Democratic voters like the fact Hillary Clinton was secretary of state. It's a good line on her resume and something that sets her apart from other candidates -- Democrat and Republican. But when voters are asked specific things she did as secretary of state, they don't actually know anything.

"What did she accomplish that you consider significant as secretary of state?" Bloomberg's Mark Halperin asked a focus group of Iowa Democrats.

The responses:

"I really can't name anything off the top of my head."

"Give me a minute. Give me two minutes."

"Umm ... no."

"I honestly can't say I followed along everything that was going on."

Ouch. If you asked Iowa Republicans the same question, you'd likely get answered like B E N G H A Z I or her reset with Russia, but with Democrats, you get blank stares. Carly Fiorina, who's argued that while Clinton "has held many titles, she hasn't accomplished very much," is probably feeling vindicated right about now.

But is this actually a bad sign for Clinton?

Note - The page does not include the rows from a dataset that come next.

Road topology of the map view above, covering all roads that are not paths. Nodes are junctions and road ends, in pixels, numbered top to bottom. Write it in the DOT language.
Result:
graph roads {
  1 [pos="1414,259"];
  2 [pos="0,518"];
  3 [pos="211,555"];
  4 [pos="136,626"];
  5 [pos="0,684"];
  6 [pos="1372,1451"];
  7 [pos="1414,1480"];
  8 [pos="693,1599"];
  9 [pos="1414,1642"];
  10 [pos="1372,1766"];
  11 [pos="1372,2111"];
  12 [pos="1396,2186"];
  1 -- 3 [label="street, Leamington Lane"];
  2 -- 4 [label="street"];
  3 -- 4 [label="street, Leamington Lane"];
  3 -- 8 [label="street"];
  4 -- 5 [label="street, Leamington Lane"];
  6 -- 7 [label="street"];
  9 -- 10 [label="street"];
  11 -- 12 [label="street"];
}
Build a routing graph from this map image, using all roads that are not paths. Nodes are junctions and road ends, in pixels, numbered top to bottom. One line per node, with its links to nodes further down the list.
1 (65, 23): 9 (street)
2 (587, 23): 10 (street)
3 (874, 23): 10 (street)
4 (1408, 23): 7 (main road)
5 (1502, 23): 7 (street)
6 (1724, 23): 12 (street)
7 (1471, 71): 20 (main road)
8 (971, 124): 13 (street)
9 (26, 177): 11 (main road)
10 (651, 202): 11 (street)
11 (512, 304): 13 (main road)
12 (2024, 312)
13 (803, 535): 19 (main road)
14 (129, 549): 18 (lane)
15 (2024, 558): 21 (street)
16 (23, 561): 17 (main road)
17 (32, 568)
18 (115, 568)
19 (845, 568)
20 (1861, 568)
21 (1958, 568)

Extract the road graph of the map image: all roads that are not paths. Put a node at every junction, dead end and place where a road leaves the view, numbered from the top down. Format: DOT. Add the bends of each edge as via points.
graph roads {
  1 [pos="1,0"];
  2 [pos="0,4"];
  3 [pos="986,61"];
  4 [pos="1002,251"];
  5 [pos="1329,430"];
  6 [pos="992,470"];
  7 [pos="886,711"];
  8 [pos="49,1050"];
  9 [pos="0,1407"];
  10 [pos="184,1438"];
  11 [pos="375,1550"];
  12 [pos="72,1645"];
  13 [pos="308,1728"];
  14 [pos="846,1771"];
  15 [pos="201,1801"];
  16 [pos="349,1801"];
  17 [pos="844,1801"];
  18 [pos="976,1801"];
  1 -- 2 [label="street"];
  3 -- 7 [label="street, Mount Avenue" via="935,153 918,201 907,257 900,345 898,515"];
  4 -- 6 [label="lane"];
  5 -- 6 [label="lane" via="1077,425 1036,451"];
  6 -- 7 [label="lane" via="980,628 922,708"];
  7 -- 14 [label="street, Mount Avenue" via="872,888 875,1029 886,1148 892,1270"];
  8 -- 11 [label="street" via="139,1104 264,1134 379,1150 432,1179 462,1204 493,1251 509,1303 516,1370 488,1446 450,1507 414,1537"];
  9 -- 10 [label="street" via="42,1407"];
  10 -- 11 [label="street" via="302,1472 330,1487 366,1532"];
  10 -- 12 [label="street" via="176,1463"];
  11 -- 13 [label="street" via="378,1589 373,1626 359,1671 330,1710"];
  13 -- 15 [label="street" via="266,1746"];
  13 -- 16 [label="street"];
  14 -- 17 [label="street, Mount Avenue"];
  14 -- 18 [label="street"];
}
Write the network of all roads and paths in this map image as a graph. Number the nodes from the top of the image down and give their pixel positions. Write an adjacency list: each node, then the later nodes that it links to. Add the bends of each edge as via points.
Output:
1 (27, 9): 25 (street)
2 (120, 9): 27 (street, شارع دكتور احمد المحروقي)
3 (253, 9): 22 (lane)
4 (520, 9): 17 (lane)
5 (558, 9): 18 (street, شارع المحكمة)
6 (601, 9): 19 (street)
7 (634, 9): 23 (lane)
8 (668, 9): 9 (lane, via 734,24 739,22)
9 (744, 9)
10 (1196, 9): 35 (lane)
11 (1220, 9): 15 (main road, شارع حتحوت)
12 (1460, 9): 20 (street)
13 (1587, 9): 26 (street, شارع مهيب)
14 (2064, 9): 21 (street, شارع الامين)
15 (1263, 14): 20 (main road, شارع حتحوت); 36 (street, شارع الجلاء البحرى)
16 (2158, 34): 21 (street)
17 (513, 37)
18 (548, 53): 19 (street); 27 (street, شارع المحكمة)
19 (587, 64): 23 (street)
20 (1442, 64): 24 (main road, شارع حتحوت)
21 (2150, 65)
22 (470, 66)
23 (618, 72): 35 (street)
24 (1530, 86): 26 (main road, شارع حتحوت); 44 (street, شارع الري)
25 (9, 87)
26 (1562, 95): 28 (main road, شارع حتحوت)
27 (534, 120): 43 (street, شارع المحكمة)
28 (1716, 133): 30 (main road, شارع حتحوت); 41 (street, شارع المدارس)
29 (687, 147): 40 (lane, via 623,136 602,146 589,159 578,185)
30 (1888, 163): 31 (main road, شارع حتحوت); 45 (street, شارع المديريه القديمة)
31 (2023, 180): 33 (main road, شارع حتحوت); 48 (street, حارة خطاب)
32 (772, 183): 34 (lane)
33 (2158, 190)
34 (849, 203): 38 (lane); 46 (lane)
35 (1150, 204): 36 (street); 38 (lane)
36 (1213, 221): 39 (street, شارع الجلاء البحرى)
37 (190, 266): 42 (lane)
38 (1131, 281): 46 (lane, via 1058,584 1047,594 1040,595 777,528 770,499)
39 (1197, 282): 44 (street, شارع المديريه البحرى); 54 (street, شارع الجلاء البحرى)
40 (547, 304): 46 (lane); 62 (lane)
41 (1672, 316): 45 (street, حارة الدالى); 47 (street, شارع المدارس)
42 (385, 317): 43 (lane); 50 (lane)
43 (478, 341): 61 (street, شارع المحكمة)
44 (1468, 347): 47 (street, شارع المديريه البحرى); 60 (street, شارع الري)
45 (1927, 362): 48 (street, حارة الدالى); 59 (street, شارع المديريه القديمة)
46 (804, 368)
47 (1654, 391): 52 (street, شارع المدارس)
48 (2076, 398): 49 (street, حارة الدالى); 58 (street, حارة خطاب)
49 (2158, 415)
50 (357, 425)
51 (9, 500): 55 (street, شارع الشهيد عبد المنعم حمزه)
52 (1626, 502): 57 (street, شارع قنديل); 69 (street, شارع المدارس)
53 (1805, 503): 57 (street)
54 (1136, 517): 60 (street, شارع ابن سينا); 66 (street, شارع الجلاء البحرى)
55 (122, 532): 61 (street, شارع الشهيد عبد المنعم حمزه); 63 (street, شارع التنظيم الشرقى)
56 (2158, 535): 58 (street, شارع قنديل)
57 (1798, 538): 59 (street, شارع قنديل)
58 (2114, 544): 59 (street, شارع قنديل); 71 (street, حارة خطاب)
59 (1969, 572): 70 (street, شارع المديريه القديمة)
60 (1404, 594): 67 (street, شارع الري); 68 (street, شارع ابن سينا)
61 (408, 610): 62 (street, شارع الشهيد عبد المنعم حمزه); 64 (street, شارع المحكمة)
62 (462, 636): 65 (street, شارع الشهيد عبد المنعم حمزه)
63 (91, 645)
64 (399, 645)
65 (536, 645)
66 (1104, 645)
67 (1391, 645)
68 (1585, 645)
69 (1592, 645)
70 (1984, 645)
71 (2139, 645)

Not really. While it contributes to the Republican argument that her job experience is more hollow than it seems on paper and makes for good ad fodder,  Clinton's experience, generally, is still a plus for many voters. As one focus group attendee said later in the discussion, "I mean, it's either going to be that or Scott Walker ... she's not perfect, but she's been in the eye a long time."

And, not being able to name specific things politicians have done isn't that unusual for the average voters.  Quick, name something that John Kerry has done as Secretary of State. Right. Think Iowa Republicans could do much better naming significant things Jeb Bush did as governor or Marco Rubio has done in the Senate?

So, yes, while the stumped Democrats' response might be short-term vindication for Republicans, it not necessarily that damaging for Clinton.